Planning with generative models reframes the planner as a sampler. Diffuser (Janner et al., 2022) generates a full trajectory at once by diffusion, then steers that generation toward high reward with classifier guidance, so the act of planning and the act of optimizing collapse into the same denoising forward pass. Decision Diffuser instead conditions on a desired return-to-go for offline reinforcement learning, sampling trajectories that the dataset suggests will achieve that return. The same generative machinery also produces candidate futures and synthetic scenes that planners and learners can consume.
The catch is shared across all of these uses: generated trajectories and scenes help only when they stay near the real control regime, and the guidance that makes them high-reward can also pull them off the data manifold. The right framing is generation as a proposal engine whose proposals must survive a feasibility check, whether the proposal is a planned trajectory or a synthetic training scene.

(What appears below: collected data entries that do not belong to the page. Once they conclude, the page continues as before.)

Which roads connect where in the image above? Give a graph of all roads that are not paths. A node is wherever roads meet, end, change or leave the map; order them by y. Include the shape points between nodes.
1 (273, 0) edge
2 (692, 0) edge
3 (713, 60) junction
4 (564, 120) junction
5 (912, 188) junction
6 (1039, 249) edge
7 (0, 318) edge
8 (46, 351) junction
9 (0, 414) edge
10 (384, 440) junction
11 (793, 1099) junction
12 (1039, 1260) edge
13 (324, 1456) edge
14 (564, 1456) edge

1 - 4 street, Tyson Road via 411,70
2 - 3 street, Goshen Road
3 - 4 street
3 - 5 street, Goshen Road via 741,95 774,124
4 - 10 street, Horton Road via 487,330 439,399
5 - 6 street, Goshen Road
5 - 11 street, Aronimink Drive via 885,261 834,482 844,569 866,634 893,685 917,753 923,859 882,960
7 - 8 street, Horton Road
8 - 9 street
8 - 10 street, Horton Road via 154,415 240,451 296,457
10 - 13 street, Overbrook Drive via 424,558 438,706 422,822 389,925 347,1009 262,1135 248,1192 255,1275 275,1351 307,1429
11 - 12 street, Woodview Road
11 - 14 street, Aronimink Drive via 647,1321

A model earns its place only when it improves action. In Generating Scenes And Synthetic Experience, the reader should keep asking which decision changes, which uncertainty is exposed, and which failure mode becomes easier to diagnose.
Theory
Diffuser denoises an entire trajectory $\tau$ and biases sampling toward high reward using classifier (or classifier-free) guidance. At each reverse step the unconditional noise prediction is combined with a conditional one to form a guided estimate
$$ \tilde\epsilon_\theta = (1+w)\,\epsilon_\theta(\tau_t, t, c) - w\,\epsilon_\theta(\tau_t, t), $$
where $c$ is the conditioning (a goal or a high-return signal) and $w$ is the guidance weight. With $w=0$ the sample is unconditional; larger $w$ pushes harder toward the conditioned objective. The trade-off is direct: strong guidance shapes more goal-directed plans but can drag samples off the data manifold into dynamically infeasible trajectories, which is why a feasibility filter still sits downstream. Decision Diffuser uses this same conditioning mechanism with the return-to-go as $c$, turning offline reinforcement learning into conditional trajectory generation.

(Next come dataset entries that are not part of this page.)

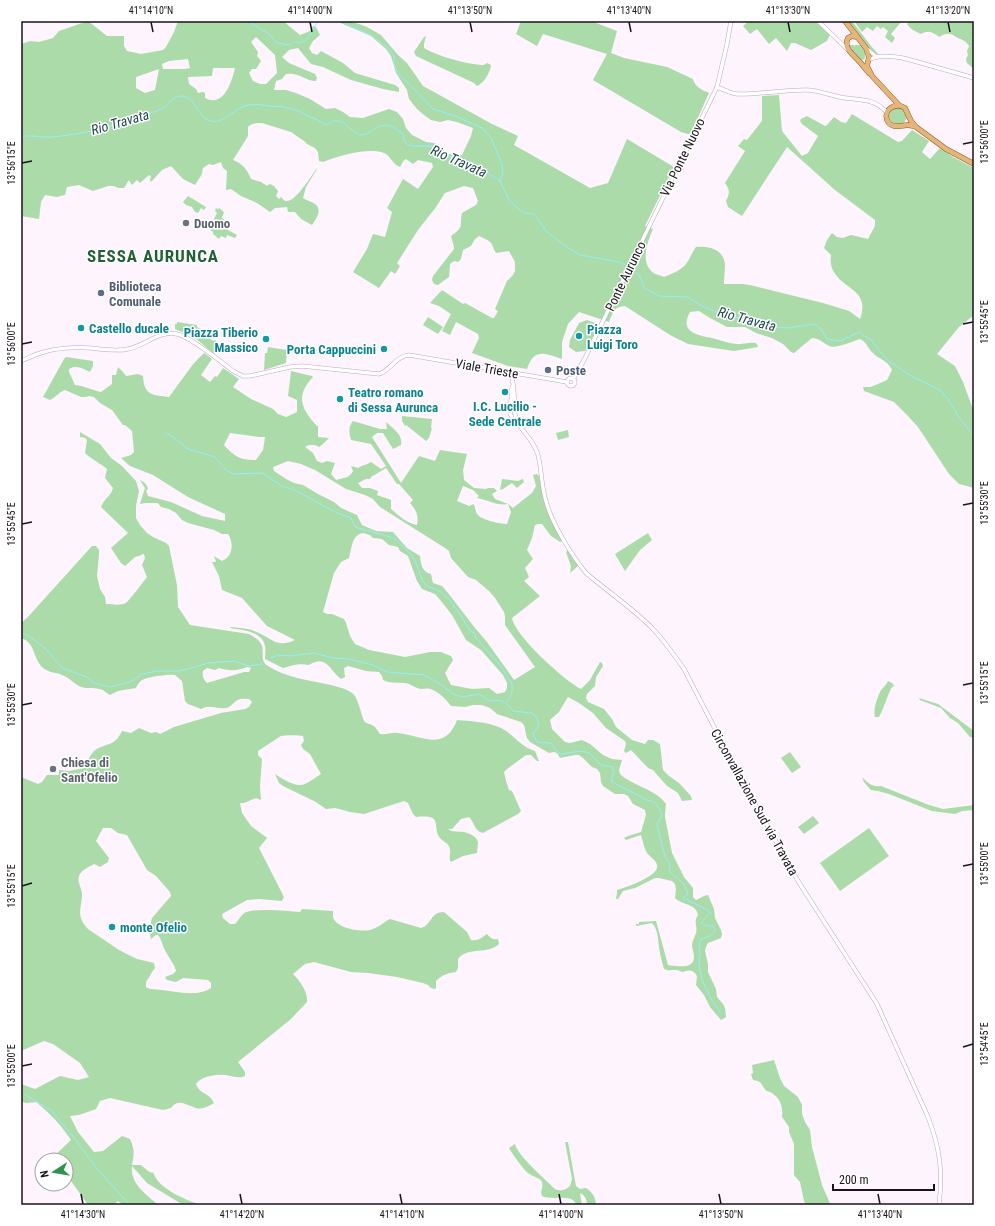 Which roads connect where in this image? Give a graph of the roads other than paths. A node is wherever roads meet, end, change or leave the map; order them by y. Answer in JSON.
{"nodes":[{"id":1,"x":731,"y":21,"type":"edge"},
{"id":2,"x":818,"y":21,"type":"edge"},
{"id":3,"x":845,"y":21,"type":"edge"},
{"id":4,"x":857,"y":37,"type":"junction"},
{"id":5,"x":848,"y":38,"type":"junction"},
{"id":6,"x":839,"y":41,"type":"junction"},
{"id":7,"x":866,"y":48,"type":"junction"},
{"id":8,"x":848,"y":50,"type":"junction"},
{"id":9,"x":877,"y":57,"type":"junction"},
{"id":10,"x":868,"y":60,"type":"junction"},
{"id":11,"x":858,"y":61,"type":"junction"},
{"id":12,"x":720,"y":73,"type":"junction"},
{"id":13,"x":872,"y":76,"type":"junction"},
{"id":14,"x":974,"y":78,"type":"edge"},
{"id":15,"x":716,"y":87,"type":"junction"},
{"id":16,"x":727,"y":91,"type":"junction"},
{"id":17,"x":892,"y":98,"type":"junction"},
{"id":18,"x":900,"y":105,"type":"junction"},
{"id":19,"x":879,"y":106,"type":"junction"},
{"id":20,"x":890,"y":108,"type":"junction"},
{"id":21,"x":887,"y":113,"type":"junction"},
{"id":22,"x":908,"y":115,"type":"junction"},
{"id":23,"x":902,"y":126,"type":"junction"},
{"id":24,"x":916,"y":126,"type":"junction"},
{"id":25,"x":974,"y":164,"type":"edge"},
{"id":26,"x":648,"y":228,"type":"joint"},
{"id":27,"x":21,"y":361,"type":"edge"},
{"id":28,"x":512,"y":373,"type":"junction"},
{"id":29,"x":573,"y":379,"type":"junction"},
{"id":30,"x":567,"y":382,"type":"junction"},
{"id":31,"x":939,"y":1205,"type":"edge"}],
"edges":[{"from":1,"to":12,"type":"street","name":"Via Ponte Nuovo"},
{"from":2,"to":6,"type":"street"},
{"from":3,"to":4,"type":"main road"},
{"from":3,"to":5,"type":"main road"},
{"from":4,"to":5,"type":"main road"},
{"from":4,"to":7,"type":"main road"},
{"from":5,"to":6,"type":"street"},
{"from":5,"to":8,"type":"main road"},
{"from":6,"to":8,"type":"street"},
{"from":7,"to":9,"type":"street"},
{"from":7,"to":10,"type":"main road"},
{"from":8,"to":11,"type":"main road"},
{"from":9,"to":10,"type":"street"},
{"from":9,"to":14,"type":"street"},
{"from":10,"to":11,"type":"main road"},
{"from":10,"to":13,"type":"main road"},
{"from":11,"to":13,"type":"main road"},
{"from":12,"to":15,"type":"street","name":"Via Ponte Nuovo"},
{"from":12,"to":16,"type":"street"},
{"from":13,"to":17,"type":"main road"},
{"from":15,"to":16,"type":"street"},
{"from":15,"to":26,"type":"street","name":"Via Ponte Nuovo"},
{"from":16,"to":19,"type":"street"},
{"from":17,"to":18,"type":"main road"},
{"from":17,"to":20,"type":"main road"},
{"from":18,"to":20,"type":"main road"},
{"from":18,"to":22,"type":"main road"},
{"from":19,"to":20,"type":"street"},
{"from":19,"to":21,"type":"street"},
{"from":20,"to":21,"type":"main road"},
{"from":21,"to":23,"type":"main road"},
{"from":22,"to":23,"type":"main road"},
{"from":22,"to":24,"type":"main road"},
{"from":23,"to":24,"type":"main road"},
{"from":24,"to":25,"type":"main road"},
{"from":26,"to":29,"type":"street","name":"Ponte Aurunco"},
{"from":27,"to":28,"type":"street","name":"Viale Trieste"},
{"from":28,"to":30,"type":"street","name":"Viale Trieste"},
{"from":28,"to":31,"type":"street","name":"Circonvallazione Sud via Travata"},
{"from":29,"to":30,"type":"street"},
{"from":29,"to":30,"type":"street"}]}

A practical cost note frames the rest of the chapter: generative planning pays 20 to 50 denoising steps at inference for every plan, against a single forward pass for a deterministic policy. That latency is the price of multimodality and guidance, and it is exactly what the speedup work in Section 41.5 attacks.
When generated trajectories are reused as training data, a dataset mixes real trajectories $\mathcal{D}_r$ with generated ones $\mathcal{D}_g$ under a weight $\alpha$, $\mathcal{L}(\theta)=\mathbb{E}_{\mathcal{D}_r}[\ell_\theta] + \alpha\,\mathbb{E}_{\mathcal{D}_g}[\ell_\theta]$. The hard part is not the mixture; it is ensuring $\mathcal{D}_g$ adds coverage near task-relevant but underrepresented states rather than injecting trajectories that violate real embodiment dynamics.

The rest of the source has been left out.